Cafeicultura Regenerativa – Fernando Nogues Beloni, produtor de café, batata e cebola na região de Patrocínio (MG) nunca tinha ouvido falar no termo agricultura regenerativa, até que um cliente, um distribuidor francês de cafés especiais, indagou se ele adotava esse tipo de manejo. “Não sabia o que era, disse que iria ver, porque já fazia muita coisa sustentável”, diz.

Ao pesquisar sobre o conceito, descobriu que o sistema implementado nos 400 hectares de café da Agrobeloni se enquadrava como agricultura regenerativa. Ele faz o plantio de forrageiras (capim braquiária, feijão-guandu, milheto, etc.) entre as linhas dos cafezais. Além de contribuir para manter a temperatura do solo mais amena, esta técnica atrai os inimigos naturais das pragas do cafezal, que vem visitar as flores de plantas de cobertura, como trigo mourisco e crotalária. E, ao serem roçadas, a parte aérea dessas forrageiras se transforma em adubo verde, fazendo a ciclagem de nutrientes e diminuindo a necessidade de adubo químico.
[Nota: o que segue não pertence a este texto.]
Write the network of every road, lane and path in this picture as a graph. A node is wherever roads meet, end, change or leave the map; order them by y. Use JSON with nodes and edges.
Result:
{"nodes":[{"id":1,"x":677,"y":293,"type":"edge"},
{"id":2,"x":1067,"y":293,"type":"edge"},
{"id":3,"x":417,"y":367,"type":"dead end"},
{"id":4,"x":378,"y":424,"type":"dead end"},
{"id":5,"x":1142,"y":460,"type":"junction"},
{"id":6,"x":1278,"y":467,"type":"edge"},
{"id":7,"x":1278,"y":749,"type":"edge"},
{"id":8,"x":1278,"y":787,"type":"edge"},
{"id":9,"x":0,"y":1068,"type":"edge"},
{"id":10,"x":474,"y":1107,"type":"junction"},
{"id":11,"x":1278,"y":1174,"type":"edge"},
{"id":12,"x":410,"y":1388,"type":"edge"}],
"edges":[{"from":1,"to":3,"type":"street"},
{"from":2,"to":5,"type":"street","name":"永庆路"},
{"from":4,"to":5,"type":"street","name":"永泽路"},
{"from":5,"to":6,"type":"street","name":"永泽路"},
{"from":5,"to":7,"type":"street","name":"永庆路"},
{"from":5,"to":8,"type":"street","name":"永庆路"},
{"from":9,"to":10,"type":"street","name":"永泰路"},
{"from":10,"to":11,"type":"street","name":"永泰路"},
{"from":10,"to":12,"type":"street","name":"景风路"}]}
Este é um dos pilares da agricultura regenerativa: promover o equilíbrio do ecossistema, ajudando a reduzir a demanda por fertilizantes sintéticos. Neste contexto, uma mudança implementada há cinco anos por Beloni tem feito toda a diferença. “Comecei a fazer compostagem em larga escala com os resíduos das fazendas: palha de café, batata podre, cebola e também compro esterco bovino, esterco de aves, bagaço de cana e pó de rochas regionais”, diz. “Fazemos um blend para a compostagem ter uma relação carbono/nitrogênio ideal”, explica.

Com essa prática, o agricultor reduziu consideravelmente o uso de fertilizantes químicos. “Já não uso adubos fosfatados há três anos, potássio também não coloquei nada este ano. O que fazemos é um complemento do nitrogênio, que só o da compostagem ainda não é suficiente. Mesmo assim, já diminuímos bastante”, diz o cafeicultor, que é cooperado da Cooperativa dos Cafeicultores do Cerrado Mineiro (Expocaccer).

O manejo sustentável ganhou ainda mais força há três anos, quando o produtor implantou uma biofábrica na fazenda para multiplicar fungos e bactérias, que são usados no controle biológico das pragas e doenças da lavoura. “Isso nos fez reduzir o uso de defensivos químicos.”

Mas quando indagado pelo cliente francês, o agricultor não sabia que seu cafezal era regenerativo. Também não conhecia nem um tipo de certificação para esse modo de produção. “Mas, logo na sequência, li uma reportagem do grupo Scheffer, que tinha conquistado a certificação Regenagri, emitida pela certificadora Control Union e fui atrás.”

Em dezembro de 2021, saiu o selo da Agrobeloni, que se tornou a primeira fazenda de café no mundo certificada como agricultura regenerativa. “Ano passado, já tinha vendido toda a minha produção, mas para a próxima safra já tenho pedidos tanto da França como do Japão.”.

Por ser algo novo, Beloni não sabe quanto a mais receberá por esse diferencial. “Cafés com certificação Rainforest costumam receber entre R$ 30 e R$ 50 a mais por saca. Os cafés carbono neutro da cooperativa monteCCer receberam R$ 100 a mais por saca. Acredito que o acréscimo do Regenagri também ficará em torno de R$ 100”, diz.

Por sinal, os princípios fundamentais da agricultura regenerativa, que consiste em não revolver o solo e fazer plantio de forrageiras de cobertura estão muito difundidos na região. Segundo Juliano Tarabal, superintendente da Federação dos Cafeicultores do Cerrado, “de uns cinco anos para cá, a maioria dos produtores tem adotado este manejo”.